*ACTIVITY*: When a line below contains the string "graph", show that line.

*PROVIDED INFORMATION*:
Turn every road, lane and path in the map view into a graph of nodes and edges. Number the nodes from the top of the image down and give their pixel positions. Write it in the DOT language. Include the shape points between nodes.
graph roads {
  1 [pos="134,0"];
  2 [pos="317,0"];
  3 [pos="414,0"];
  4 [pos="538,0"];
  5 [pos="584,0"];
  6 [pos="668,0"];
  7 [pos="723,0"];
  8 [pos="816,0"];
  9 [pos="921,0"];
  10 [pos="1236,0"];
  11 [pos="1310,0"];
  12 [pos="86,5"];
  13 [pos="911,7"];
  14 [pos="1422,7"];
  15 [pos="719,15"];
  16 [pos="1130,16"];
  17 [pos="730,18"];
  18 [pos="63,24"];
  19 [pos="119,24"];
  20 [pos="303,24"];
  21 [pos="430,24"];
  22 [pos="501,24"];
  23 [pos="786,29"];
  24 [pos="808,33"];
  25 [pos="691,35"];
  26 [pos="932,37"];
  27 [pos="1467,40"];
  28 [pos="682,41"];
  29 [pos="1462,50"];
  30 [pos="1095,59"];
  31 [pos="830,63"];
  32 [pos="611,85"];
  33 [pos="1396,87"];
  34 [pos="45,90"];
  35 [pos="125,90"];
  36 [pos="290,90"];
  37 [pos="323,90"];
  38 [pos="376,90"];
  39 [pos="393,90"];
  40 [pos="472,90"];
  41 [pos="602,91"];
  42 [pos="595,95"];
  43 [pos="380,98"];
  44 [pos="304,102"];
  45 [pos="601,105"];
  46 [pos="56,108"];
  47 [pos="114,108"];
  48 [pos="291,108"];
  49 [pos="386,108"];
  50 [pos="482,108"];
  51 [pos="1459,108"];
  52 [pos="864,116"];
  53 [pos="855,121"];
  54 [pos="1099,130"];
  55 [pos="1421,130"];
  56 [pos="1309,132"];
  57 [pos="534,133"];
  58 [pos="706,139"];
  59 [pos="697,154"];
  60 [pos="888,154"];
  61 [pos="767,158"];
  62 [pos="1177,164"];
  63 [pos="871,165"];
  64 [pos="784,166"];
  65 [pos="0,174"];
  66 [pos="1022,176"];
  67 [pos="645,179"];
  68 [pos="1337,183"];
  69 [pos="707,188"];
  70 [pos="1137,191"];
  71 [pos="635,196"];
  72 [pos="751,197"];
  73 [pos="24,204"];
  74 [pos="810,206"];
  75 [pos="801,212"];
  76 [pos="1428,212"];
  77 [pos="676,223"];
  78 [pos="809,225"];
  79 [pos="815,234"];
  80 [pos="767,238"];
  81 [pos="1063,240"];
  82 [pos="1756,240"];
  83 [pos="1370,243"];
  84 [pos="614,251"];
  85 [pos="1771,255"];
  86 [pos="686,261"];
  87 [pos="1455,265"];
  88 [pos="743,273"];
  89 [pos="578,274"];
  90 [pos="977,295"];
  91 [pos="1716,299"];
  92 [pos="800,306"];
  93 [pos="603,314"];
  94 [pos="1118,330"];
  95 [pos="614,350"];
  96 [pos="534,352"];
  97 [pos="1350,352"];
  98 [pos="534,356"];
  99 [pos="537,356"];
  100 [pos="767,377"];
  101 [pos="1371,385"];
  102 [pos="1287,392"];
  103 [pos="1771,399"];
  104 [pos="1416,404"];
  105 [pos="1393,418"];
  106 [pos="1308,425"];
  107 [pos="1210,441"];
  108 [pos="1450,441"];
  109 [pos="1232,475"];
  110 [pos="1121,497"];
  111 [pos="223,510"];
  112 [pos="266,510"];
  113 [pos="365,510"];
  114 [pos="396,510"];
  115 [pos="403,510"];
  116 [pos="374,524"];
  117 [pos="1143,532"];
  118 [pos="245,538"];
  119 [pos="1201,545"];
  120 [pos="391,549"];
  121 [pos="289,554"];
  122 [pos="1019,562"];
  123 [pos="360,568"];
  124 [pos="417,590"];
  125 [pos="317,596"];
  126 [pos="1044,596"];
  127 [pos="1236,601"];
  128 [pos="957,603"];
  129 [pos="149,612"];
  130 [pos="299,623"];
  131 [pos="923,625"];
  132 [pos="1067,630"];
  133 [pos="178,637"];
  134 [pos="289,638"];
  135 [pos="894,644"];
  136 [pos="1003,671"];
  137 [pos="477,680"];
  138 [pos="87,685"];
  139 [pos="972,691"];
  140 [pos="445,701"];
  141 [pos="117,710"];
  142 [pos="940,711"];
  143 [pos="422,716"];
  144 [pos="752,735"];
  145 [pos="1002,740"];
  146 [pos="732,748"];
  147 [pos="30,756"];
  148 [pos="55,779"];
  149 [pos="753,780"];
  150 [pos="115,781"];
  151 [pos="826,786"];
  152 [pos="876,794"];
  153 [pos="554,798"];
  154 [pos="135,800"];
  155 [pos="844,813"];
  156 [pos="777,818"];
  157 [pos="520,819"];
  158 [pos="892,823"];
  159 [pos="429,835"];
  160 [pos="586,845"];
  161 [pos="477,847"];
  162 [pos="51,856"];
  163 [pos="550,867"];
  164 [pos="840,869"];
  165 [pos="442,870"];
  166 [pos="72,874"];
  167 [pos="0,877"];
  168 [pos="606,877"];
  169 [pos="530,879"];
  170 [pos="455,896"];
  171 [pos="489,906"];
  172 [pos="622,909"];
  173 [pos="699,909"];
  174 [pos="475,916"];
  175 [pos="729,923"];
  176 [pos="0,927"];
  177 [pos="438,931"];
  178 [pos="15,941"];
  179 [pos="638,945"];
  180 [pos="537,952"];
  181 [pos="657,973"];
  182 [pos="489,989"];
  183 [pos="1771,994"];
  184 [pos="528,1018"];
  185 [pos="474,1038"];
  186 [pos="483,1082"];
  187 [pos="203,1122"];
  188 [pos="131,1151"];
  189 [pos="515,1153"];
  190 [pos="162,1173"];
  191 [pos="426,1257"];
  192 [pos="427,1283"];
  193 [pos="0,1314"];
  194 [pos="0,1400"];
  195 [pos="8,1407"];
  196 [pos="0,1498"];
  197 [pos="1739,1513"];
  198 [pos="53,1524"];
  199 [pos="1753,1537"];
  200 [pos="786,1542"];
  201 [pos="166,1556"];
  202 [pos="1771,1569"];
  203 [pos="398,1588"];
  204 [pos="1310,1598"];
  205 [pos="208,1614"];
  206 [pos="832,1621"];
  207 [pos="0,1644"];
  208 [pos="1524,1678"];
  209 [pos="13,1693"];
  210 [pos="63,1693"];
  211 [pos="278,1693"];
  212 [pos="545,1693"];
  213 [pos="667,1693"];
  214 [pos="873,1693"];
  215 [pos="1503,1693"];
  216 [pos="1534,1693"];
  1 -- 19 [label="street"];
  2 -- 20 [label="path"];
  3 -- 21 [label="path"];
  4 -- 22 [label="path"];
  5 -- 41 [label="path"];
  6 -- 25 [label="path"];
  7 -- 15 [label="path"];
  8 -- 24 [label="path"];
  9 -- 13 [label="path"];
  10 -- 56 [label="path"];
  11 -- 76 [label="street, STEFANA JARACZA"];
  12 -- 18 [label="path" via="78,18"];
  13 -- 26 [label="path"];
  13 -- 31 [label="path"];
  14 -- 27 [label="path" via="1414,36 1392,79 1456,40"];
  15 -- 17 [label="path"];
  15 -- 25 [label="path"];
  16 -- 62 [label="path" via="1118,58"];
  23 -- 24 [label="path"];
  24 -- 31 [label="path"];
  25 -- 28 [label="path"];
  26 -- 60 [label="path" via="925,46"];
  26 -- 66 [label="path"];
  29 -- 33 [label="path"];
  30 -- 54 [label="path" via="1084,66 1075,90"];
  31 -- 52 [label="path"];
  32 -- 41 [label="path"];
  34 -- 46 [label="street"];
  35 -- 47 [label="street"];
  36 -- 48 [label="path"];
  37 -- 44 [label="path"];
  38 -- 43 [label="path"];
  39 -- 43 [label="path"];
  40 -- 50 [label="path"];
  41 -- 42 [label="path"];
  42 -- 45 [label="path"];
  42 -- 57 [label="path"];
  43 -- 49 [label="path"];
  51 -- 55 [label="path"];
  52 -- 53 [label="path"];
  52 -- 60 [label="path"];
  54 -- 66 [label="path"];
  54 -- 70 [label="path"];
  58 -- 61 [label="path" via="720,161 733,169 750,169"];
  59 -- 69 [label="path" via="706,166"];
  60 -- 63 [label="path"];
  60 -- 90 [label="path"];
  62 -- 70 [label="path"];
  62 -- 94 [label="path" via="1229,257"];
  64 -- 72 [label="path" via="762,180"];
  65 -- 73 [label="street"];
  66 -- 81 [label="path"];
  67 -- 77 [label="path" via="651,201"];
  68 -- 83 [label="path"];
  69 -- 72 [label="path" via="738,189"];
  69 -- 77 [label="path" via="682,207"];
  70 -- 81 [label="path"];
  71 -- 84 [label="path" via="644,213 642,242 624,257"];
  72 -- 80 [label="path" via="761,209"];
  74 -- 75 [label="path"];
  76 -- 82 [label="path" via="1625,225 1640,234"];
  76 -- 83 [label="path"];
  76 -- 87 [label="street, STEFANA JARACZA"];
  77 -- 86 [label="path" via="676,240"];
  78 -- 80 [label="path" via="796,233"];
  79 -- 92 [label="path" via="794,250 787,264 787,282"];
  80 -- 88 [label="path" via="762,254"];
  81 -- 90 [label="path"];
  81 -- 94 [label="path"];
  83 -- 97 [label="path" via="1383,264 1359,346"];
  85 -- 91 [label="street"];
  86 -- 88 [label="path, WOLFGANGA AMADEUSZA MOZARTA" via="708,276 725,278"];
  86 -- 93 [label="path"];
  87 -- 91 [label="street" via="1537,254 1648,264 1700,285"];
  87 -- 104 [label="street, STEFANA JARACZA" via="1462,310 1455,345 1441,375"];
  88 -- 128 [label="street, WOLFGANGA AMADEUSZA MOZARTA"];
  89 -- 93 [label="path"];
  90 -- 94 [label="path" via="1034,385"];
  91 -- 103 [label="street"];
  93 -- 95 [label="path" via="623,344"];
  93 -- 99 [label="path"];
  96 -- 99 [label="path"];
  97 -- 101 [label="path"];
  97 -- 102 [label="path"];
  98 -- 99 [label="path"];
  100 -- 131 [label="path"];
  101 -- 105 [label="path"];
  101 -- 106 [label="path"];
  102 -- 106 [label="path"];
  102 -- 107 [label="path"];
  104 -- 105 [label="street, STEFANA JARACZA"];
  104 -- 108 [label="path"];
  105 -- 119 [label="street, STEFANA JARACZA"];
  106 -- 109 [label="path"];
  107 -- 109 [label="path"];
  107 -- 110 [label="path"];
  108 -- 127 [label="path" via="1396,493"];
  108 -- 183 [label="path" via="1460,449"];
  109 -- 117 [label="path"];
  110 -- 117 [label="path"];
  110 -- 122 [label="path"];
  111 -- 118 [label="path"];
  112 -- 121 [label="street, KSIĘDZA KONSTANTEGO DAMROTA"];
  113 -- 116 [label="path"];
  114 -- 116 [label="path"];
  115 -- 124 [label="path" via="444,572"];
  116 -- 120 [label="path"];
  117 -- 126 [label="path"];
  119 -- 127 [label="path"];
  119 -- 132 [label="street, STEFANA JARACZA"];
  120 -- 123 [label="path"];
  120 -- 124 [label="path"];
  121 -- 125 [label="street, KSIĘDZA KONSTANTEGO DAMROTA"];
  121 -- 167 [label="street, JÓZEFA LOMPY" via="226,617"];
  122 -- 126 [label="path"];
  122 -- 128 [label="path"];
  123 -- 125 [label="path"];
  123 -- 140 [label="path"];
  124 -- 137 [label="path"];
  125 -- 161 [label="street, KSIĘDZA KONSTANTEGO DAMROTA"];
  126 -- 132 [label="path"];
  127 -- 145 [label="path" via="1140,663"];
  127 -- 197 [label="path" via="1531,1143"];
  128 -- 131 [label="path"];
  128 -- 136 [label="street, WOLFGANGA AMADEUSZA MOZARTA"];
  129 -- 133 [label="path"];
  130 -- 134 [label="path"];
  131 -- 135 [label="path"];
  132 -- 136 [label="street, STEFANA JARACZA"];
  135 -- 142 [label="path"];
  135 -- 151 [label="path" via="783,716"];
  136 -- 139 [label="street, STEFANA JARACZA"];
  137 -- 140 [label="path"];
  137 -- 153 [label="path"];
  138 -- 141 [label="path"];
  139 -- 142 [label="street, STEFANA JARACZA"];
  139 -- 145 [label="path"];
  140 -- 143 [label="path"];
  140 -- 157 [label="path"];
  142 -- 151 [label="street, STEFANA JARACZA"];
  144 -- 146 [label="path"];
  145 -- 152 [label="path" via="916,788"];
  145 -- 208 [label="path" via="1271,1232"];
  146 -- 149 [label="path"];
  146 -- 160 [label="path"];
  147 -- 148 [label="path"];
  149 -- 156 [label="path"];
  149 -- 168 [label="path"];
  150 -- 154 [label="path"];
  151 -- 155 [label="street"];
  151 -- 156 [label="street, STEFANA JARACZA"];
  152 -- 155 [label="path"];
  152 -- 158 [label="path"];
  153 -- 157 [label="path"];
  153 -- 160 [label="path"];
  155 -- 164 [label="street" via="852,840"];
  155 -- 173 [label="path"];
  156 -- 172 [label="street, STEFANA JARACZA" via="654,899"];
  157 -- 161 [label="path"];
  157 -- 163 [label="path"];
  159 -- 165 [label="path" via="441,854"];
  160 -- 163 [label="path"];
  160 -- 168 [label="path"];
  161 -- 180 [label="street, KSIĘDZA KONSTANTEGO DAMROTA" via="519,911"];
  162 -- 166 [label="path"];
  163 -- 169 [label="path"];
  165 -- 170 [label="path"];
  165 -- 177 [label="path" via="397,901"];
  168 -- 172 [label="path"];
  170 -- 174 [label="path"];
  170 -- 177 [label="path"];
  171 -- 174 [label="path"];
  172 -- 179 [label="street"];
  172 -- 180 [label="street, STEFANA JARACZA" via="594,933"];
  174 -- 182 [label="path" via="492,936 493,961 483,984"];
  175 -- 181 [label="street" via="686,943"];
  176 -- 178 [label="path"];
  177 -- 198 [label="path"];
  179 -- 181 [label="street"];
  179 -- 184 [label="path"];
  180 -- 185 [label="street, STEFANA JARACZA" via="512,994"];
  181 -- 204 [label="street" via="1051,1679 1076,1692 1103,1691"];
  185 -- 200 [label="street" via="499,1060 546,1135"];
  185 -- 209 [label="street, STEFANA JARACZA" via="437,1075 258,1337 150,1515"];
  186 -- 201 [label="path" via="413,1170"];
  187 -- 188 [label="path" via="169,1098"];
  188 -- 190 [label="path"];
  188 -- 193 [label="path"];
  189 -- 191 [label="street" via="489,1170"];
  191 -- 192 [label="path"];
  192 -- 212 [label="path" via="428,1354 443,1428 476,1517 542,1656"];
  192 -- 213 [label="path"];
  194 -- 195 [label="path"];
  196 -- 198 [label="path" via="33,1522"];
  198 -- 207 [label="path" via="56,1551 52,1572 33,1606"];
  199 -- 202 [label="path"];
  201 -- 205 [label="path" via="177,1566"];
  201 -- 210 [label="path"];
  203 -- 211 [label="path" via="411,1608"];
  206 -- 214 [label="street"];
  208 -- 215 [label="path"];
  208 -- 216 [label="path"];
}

*YOUR SOLUTION*:
Turn every road, lane and path in the map view into a graph of nodes and edges. Number the nodes from the top of the image down and give their pixel positions. Write it in the DOT language. Include the shape points between nodes.
graph roads {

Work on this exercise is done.